Chunks within a stripe are declared as data (payload or redundancy) or spare. A stripe can be all data or a combination of data and spare, but it could not be all spare. The parity calculation or mirroring algorithms can be applied to the chunks within a stripe in a variety of ways, creating stripes with single parity (XOR), dual parity (e.g. PQ, EVENODD), n-way mirror, erasure coded (i.e. m+n where n is the number of data chunks and n is the number of parity chunks) and even non-erasure-coded. The designation of chunks within a stripe could change (e.g. rotate) across the extent(s) based on a predefined algorithm. If the data stored in stripes include redundancy, then when a physical storage device (disk drive) fails partially or completely, the data stored on it could be recovered using redundancy methods.

The redundancy scheme, number of chunks in a stripe and chunk size, may be fixed for a particular set of extents. Another set of extents could use completely different parameters. This construction has two important consequences: there could be multiple data layout and redundancy schemes coexisting on the same set of physical drives, and the same data layout and redundancy scheme could be repeated across unlimited number of physical drives.

Each layout produces a virtually unlimited linear source of optionally redundant stripes mapped to physical storage devices. When the current extent set (or “sheet” of stripes) is exhausted, the next sheet is allocated. The mapping between the stripe number and physical storage device extents is stored in a linear vector structure called a “sheet map”. Therefore, converting layout stripe number to a physical device number and logical block address (LBA), involves only a direct table lookup and a simple arithmetical operation.

FIG. 1 is a block diagram of layout components. In FIG. 1, “D” stands for data chunks, “P” stands for the first parity chunk, “Q” stands for the second parity chunk and “S” stands for the spare chunk.

FIG. 2 is block diagram of a layout example. The layout example of FIG. 2 shows an example of a layout with two 64 kB data chunks and one 64 kB parity chunk residing on 6 different physical block storage devices 1 TB each divided into 1 GB extents. Each stripe carries 192 kB of data, with 128 kB of usable data and 64 kB of redundancy data. Note that although the storage devices are referred to as “Disk,” other types of storage devices could be used.

Physical storage devices can be dynamically added to the storage pool and their extents considered for allocating new sheets for all layouts. Any quantity of new devices can be added at any time, greatly simplifying the extension of pool capacity.

The second stage of storage virtualization maps the layout stripes to virtual volumes. The volumes are associated with a certain stripe layout and are logically broken into “virtual” stripes that match the data payload size (“cooked size”) of the layout stripes. In other words, the volume map only refers to the data payload chunks of the layout stripe, and does not store any information about the redundancy chunks. Each virtual volume stripe may or may not be mapped to a layout stripe within a sheet allocated to the layout.

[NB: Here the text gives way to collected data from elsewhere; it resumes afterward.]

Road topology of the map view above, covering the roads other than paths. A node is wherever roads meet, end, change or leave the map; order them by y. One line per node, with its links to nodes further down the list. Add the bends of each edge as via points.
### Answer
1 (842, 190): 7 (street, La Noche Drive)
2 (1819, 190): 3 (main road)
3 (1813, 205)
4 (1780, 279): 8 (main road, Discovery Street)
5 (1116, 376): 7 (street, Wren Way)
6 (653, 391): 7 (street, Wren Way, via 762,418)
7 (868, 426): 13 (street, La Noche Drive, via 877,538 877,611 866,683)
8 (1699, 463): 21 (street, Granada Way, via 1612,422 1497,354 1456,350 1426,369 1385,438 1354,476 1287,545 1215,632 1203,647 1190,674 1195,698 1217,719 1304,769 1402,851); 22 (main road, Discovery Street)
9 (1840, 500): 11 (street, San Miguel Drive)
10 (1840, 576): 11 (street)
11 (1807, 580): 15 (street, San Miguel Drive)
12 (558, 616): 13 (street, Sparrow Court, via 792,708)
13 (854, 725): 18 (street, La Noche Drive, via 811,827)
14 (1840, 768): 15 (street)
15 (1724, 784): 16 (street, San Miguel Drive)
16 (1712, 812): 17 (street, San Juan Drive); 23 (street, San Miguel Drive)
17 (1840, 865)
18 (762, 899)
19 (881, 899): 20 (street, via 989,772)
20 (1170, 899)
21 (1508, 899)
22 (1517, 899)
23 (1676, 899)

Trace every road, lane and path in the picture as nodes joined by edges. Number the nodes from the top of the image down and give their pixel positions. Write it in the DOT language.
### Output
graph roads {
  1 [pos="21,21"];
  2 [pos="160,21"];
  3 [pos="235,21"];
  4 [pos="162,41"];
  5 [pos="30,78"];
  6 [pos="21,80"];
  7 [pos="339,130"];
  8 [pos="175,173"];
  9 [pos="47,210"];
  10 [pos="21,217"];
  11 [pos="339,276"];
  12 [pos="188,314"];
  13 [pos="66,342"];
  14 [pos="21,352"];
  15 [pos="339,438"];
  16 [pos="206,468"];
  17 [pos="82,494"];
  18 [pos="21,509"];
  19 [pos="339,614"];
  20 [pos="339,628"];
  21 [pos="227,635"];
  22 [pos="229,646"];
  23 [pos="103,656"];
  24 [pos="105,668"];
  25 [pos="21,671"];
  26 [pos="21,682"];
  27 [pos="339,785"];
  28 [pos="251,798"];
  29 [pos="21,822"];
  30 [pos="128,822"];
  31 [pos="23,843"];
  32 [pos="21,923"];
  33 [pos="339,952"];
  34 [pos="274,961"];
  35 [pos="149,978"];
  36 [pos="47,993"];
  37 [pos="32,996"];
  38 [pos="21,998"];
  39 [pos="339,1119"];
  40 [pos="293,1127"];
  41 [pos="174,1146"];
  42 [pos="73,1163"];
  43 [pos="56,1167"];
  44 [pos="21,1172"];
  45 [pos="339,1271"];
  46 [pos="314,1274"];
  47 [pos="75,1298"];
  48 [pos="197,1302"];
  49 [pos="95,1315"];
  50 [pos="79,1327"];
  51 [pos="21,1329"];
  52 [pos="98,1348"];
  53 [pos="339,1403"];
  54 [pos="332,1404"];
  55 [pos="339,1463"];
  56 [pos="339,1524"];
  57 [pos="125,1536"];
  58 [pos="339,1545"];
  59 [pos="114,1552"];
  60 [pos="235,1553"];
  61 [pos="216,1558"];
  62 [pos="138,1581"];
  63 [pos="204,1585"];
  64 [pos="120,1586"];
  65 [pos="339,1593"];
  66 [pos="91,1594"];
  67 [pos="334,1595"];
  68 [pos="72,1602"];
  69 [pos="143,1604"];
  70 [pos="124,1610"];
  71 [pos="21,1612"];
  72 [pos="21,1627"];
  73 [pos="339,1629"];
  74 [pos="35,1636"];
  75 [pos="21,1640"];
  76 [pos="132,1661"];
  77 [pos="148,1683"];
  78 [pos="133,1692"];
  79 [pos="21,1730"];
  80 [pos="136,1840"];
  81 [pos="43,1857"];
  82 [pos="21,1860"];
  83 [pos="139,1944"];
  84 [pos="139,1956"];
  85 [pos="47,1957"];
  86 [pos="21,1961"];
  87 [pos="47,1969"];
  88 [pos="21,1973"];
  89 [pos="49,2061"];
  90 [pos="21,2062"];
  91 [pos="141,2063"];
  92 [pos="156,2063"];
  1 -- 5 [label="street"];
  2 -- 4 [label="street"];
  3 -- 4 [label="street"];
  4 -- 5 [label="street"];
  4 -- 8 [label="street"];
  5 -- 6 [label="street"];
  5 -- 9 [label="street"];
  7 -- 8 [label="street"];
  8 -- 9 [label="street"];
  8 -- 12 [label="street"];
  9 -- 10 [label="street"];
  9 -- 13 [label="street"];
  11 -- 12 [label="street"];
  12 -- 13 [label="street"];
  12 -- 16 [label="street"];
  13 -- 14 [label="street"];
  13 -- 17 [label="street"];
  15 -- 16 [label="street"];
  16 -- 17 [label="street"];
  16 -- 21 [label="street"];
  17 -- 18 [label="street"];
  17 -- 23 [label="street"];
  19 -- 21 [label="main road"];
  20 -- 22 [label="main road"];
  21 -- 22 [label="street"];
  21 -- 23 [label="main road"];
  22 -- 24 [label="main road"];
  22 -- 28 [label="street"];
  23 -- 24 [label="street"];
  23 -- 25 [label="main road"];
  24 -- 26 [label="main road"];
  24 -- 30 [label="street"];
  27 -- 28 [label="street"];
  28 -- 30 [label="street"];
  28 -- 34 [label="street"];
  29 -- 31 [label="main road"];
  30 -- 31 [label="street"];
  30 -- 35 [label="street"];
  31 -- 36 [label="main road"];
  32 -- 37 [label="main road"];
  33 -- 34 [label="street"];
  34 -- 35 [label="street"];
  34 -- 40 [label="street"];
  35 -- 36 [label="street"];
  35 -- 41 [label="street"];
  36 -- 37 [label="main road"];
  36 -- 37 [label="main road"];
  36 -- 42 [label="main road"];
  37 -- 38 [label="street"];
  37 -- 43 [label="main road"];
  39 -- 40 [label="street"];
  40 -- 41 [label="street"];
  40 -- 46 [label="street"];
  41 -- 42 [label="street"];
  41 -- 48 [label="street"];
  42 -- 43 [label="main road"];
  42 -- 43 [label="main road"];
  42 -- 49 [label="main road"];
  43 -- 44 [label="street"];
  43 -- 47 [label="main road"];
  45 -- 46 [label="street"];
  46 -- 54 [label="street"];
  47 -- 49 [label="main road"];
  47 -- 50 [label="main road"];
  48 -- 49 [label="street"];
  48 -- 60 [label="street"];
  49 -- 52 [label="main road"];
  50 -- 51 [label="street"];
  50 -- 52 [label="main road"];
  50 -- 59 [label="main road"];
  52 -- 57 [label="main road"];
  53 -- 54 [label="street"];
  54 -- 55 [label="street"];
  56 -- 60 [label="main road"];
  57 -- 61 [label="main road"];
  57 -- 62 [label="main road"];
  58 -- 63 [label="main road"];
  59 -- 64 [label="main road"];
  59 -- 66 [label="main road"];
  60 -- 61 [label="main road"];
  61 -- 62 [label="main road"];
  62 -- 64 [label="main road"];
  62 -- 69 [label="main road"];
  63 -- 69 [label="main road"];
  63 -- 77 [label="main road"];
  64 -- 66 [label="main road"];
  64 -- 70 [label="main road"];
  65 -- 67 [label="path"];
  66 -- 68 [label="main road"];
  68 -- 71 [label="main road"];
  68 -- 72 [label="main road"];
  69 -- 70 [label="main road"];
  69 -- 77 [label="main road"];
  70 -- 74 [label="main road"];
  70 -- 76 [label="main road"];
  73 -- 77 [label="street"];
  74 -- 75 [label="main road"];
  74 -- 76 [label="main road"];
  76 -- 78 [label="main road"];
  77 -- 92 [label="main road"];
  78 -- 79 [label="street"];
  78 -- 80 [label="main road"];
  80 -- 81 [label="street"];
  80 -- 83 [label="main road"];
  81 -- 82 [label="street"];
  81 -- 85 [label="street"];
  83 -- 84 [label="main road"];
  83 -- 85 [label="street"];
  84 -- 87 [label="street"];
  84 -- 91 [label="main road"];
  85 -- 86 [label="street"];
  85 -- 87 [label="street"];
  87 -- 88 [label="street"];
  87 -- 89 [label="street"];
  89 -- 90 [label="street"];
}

The mapping between volume stripes and virtual stripe source is stored in a linear vector structure called a “volume map” created on a per-volume basis. Converting a virtual volume LBA to virtual stripe number and then to the physical layout stripe number involves only a simple arithmetical operation and a direct table lookup.

A virtual volume stripe only needs to be mapped when it is actually written. As such, when the virtual volume is initially allocated, no stripes are mapped. The virtual volume does not use any physical capacity unless allocated. As the volume receives write requests, the stripes are allocated and then written and finally mapped. This delivers storage provisioning on demand.

FIG. 3 is a method for constructing virtual storage volumes. The method of FIG. 3 begins with assigning each physical storage device a unique identifier at step 310. Each physical storage device may be divided into extents at step 320. The extents may be relatively large, for example, about one gigabyte, and may be equal in size. Each extent may be divided into chunks at step 330. The chunks may be relatively small, for example up to one megabyte, and may be equal in size.

A plurality of sheets may be assembled from the extents at step 340. The sheets may be assembled according to a layout, and each sheet may include a plurality of extents. Each of the plurality of extents may be associated with a different physical storage device of the plurality of physical storage devices.

A plurality of stripes may be assembled from the chunks at step 350. The stripes may be assembled according to the layout, and each stripe may include a plurality of chunks. Each of the plurality of chunks may be associated with a different extent of the plurality of equal-sized extents on a different physical storage device of the plurality of physical storage devices.

Sheets may be linearly concatenated into layouts at step 360. The linear vector, or “sheet map”, may be used to linearly concatenate the sheets into layouts. One or more stripes may be allocated to a virtual volume at step 370. The stripes may be allocated on demand by assigning an available layout stripe at the time of write. The assigned layout strip numbers are then recorded in a linear vector, or “volume map”, at step 380.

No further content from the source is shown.